WORK TO BE COMPLETED —
What is needed here is an exact repetition of the records below, beginning at the line that has "M700 523 714" and stopping after the line that has "M1080 1019 1088 1023 1081 1038 1073 1035Z".

DATA PROVIDED —
━━━
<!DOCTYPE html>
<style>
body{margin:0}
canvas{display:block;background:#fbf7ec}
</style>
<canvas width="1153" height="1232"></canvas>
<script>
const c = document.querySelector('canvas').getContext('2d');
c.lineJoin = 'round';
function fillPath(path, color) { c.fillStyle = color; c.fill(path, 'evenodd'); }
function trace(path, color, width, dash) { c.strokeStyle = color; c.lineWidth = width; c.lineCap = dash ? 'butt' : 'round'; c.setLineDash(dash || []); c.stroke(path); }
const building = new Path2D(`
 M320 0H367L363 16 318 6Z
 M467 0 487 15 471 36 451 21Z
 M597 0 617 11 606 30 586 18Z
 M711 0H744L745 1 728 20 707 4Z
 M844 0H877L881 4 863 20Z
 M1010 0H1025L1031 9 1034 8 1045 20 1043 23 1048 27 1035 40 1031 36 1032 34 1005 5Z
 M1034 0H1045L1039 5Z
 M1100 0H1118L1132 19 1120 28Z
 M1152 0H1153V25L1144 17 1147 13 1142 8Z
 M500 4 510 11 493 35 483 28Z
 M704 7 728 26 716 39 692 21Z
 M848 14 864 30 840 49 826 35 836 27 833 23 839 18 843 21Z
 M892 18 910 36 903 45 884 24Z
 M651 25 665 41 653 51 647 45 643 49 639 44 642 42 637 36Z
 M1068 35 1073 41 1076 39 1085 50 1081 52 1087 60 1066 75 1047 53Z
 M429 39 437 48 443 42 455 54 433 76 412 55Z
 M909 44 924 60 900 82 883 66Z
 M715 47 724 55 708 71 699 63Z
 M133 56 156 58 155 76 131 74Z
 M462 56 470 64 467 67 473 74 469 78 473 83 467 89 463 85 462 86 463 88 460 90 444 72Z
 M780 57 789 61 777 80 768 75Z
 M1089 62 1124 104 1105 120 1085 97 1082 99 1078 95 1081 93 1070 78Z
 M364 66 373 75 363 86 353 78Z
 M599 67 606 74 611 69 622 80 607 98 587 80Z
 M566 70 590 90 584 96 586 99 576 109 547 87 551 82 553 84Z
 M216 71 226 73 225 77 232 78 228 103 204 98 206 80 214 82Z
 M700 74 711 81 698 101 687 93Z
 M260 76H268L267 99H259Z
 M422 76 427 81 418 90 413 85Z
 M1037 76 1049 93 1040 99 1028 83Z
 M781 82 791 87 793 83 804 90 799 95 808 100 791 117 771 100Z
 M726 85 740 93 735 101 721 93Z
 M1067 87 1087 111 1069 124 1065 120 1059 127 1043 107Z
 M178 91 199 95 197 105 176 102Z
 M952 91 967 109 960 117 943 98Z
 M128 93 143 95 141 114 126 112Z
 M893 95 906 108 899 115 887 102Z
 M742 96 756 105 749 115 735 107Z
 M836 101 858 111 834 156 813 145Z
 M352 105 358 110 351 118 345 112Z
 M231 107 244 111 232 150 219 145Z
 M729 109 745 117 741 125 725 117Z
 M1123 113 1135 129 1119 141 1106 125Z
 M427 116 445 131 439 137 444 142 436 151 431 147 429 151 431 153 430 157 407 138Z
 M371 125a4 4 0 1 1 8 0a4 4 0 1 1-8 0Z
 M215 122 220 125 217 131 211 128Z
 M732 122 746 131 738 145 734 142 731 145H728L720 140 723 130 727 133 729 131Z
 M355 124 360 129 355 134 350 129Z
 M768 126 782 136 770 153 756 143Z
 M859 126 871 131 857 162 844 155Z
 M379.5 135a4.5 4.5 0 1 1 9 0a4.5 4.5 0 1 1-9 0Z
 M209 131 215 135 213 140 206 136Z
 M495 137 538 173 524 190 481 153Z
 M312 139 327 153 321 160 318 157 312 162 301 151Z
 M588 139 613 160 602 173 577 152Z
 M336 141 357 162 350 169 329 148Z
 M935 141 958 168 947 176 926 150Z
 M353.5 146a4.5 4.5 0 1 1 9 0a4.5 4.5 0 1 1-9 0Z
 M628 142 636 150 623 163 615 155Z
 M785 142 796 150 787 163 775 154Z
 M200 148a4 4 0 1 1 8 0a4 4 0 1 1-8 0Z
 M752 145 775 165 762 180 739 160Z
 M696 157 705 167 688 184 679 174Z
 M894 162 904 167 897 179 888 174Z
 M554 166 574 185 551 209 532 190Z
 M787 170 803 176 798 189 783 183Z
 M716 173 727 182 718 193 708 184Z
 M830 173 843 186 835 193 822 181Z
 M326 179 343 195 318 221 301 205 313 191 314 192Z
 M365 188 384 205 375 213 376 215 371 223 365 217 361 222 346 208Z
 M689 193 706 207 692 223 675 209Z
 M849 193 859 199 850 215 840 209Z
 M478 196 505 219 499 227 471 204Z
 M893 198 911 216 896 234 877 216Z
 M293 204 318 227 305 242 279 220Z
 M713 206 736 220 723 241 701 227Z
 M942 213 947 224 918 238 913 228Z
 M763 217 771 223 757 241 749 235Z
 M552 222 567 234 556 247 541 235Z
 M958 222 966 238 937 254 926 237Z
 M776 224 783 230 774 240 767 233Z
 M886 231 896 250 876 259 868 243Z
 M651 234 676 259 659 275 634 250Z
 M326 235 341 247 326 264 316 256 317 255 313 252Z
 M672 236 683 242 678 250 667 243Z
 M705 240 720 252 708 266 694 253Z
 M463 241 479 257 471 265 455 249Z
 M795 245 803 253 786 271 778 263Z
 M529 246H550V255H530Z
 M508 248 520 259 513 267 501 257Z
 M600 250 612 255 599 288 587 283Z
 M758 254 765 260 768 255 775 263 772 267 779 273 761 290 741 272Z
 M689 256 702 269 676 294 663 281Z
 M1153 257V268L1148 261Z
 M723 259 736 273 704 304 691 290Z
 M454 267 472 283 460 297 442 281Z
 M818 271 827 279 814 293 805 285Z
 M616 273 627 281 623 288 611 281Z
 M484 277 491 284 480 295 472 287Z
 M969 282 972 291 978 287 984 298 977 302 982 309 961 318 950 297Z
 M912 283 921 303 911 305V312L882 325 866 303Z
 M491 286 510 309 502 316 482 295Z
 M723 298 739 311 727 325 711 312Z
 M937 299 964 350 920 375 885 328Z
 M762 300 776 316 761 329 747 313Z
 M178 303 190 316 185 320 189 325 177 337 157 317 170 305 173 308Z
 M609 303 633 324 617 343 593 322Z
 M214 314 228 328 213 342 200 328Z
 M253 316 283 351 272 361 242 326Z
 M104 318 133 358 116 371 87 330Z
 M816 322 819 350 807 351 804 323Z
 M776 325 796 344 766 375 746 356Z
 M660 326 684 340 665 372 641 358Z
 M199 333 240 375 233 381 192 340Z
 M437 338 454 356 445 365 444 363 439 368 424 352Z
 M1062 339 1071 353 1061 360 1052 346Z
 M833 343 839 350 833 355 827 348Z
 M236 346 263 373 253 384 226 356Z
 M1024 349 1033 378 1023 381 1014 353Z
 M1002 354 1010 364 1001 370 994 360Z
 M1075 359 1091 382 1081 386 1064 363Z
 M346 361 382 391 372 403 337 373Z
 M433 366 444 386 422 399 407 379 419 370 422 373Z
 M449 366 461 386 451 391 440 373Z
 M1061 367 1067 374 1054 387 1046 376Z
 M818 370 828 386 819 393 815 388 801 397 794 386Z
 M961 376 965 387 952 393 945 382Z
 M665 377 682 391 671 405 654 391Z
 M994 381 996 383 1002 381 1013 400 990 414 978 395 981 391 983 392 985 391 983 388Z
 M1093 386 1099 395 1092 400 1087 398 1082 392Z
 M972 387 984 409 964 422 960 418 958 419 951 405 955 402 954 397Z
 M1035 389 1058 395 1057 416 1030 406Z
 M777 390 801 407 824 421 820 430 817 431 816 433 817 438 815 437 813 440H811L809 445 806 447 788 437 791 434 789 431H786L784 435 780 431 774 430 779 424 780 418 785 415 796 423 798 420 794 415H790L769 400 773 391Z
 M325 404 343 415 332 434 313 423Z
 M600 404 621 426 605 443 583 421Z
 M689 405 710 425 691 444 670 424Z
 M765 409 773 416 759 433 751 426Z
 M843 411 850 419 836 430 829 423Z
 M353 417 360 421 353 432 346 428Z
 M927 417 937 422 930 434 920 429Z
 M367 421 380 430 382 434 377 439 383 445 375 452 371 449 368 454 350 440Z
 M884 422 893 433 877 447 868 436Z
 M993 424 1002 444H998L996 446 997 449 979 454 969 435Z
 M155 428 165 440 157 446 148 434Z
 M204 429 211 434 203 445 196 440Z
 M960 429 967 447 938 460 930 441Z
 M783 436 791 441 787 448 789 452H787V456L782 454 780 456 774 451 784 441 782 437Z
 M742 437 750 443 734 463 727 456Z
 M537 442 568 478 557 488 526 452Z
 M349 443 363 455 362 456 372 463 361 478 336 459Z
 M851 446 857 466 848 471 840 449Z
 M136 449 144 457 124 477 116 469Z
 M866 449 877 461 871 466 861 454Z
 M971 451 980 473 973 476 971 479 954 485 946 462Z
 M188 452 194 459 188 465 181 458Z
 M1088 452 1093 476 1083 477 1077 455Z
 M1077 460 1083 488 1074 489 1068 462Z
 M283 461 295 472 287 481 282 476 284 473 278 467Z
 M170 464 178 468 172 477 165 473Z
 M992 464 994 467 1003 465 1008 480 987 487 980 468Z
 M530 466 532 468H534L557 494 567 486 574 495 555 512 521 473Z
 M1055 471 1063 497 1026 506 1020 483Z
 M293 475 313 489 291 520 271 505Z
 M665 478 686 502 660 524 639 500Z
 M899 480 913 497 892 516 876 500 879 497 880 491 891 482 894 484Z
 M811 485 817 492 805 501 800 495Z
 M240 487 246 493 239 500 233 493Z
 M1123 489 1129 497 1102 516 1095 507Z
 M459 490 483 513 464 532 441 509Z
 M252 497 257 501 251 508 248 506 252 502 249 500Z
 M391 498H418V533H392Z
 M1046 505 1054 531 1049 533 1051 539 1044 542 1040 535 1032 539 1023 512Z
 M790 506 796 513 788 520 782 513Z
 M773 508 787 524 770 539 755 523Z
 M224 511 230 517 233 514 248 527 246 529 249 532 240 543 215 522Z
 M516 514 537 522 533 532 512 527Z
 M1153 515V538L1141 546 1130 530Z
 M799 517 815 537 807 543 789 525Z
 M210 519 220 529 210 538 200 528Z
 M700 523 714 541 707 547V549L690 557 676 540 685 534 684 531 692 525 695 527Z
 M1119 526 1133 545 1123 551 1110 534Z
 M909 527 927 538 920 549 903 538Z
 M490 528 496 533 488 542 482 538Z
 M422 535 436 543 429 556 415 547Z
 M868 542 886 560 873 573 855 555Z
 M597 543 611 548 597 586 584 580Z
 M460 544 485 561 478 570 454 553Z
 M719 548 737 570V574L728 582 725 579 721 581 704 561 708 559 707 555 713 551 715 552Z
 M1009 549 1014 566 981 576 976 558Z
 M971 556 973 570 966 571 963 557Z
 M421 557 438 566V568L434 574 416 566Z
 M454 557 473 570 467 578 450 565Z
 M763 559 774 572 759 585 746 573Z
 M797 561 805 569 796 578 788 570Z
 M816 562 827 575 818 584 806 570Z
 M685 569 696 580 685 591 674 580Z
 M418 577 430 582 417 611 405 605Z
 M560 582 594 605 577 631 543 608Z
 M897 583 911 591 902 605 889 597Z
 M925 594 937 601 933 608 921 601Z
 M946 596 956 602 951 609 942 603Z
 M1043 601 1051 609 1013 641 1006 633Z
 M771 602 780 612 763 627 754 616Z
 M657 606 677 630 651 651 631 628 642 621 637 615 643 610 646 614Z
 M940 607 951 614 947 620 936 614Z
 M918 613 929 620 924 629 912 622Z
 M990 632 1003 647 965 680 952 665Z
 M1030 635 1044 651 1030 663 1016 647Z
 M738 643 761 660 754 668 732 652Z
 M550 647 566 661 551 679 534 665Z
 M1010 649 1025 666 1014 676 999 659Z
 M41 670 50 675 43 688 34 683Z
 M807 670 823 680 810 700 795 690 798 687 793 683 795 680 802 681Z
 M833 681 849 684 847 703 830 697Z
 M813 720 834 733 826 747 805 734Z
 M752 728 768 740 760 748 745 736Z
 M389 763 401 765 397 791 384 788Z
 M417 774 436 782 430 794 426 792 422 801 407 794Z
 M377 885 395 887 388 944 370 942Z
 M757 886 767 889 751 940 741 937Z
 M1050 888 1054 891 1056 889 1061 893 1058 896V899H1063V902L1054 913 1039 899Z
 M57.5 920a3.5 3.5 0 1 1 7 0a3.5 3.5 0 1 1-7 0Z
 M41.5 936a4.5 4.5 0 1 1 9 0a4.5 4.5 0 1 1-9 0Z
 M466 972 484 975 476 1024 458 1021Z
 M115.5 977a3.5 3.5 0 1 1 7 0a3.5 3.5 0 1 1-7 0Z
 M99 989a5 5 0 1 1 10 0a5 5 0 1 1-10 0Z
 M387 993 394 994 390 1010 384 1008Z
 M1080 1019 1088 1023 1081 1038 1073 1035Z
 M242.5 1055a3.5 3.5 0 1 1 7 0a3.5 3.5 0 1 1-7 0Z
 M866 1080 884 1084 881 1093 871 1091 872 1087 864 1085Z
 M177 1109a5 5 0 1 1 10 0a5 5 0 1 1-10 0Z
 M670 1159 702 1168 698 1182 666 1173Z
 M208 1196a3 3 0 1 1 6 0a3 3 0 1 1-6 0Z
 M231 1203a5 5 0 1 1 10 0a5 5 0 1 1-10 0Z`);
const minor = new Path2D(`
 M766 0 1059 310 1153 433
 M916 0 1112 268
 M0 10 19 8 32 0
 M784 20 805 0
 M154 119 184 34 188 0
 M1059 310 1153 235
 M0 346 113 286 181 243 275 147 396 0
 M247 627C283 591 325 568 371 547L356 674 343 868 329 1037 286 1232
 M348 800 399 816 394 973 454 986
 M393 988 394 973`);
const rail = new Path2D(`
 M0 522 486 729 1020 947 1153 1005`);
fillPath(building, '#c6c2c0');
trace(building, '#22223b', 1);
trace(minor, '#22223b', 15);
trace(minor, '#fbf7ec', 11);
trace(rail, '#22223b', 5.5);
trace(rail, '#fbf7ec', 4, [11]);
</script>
━━━
RESULT FOR THIS TASK —
 M700 523 714 541 707 547V549L690 557 676 540 685 534 684 531 692 525 695 527Z
 M1119 526 1133 545 1123 551 1110 534Z
 M909 527 927 538 920 549 903 538Z
 M490 528 496 533 488 542 482 538Z
 M422 535 436 543 429 556 415 547Z
 M868 542 886 560 873 573 855 555Z
 M597 543 611 548 597 586 584 580Z
 M460 544 485 561 478 570 454 553Z
 M719 548 737 570V574L728 582 725 579 721 581 704 561 708 559 707 555 713 551 715 552Z
 M1009 549 1014 566 981 576 976 558Z
 M971 556 973 570 966 571 963 557Z
 M421 557 438 566V568L434 574 416 566Z
 M454 557 473 570 467 578 450 565Z
 M763 559 774 572 759 585 746 573Z
 M797 561 805 569 796 578 788 570Z
 M816 562 827 575 818 584 806 570Z
 M685 569 696 580 685 591 674 580Z
 M418 577 430 582 417 611 405 605Z
 M560 582 594 605 577 631 543 608Z
 M897 583 911 591 902 605 889 597Z
 M925 594 937 601 933 608 921 601Z
 M946 596 956 602 951 609 942 603Z
 M1043 601 1051 609 1013 641 1006 633Z
 M771 602 780 612 763 627 754 616Z
 M657 606 677 630 651 651 631 628 642 621 637 615 643 610 646 614Z
 M940 607 951 614 947 620 936 614Z
 M918 613 929 620 924 629 912 622Z
 M990 632 1003 647 965 680 952 665Z
 M1030 635 1044 651 1030 663 1016 647Z
 M738 643 761 660 754 668 732 652Z
 M550 647 566 661 551 679 534 665Z
 M1010 649 1025 666 1014 676 999 659Z
 M41 670 50 675 43 688 34 683Z
 M807 670 823 680 810 700 795 690 798 687 793 683 795 680 802 681Z
 M833 681 849 684 847 703 830 697Z
 M813 720 834 733 826 747 805 734Z
 M752 728 768 740 760 748 745 736Z
 M389 763 401 765 397 791 384 788Z
 M417 774 436 782 430 794 426 792 422 801 407 794Z
 M377 885 395 887 388 944 370 942Z
 M757 886 767 889 751 940 741 937Z
 M1050 888 1054 891 1056 889 1061 893 1058 896V899H1063V902L1054 913 1039 899Z
 M57.5 920a3.5 3.5 0 1 1 7 0a3.5 3.5 0 1 1-7 0Z
 M41.5 936a4.5 4.5 0 1 1 9 0a4.5 4.5 0 1 1-9 0Z
 M466 972 484 975 476 1024 458 1021Z
 M115.5 977a3.5 3.5 0 1 1 7 0a3.5 3.5 0 1 1-7 0Z
 M99 989a5 5 0 1 1 10 0a5 5 0 1 1-10 0Z
 M387 993 394 994 390 1010 384 1008Z
 M1080 1019 1088 1023 1081 1038 1073 1035Z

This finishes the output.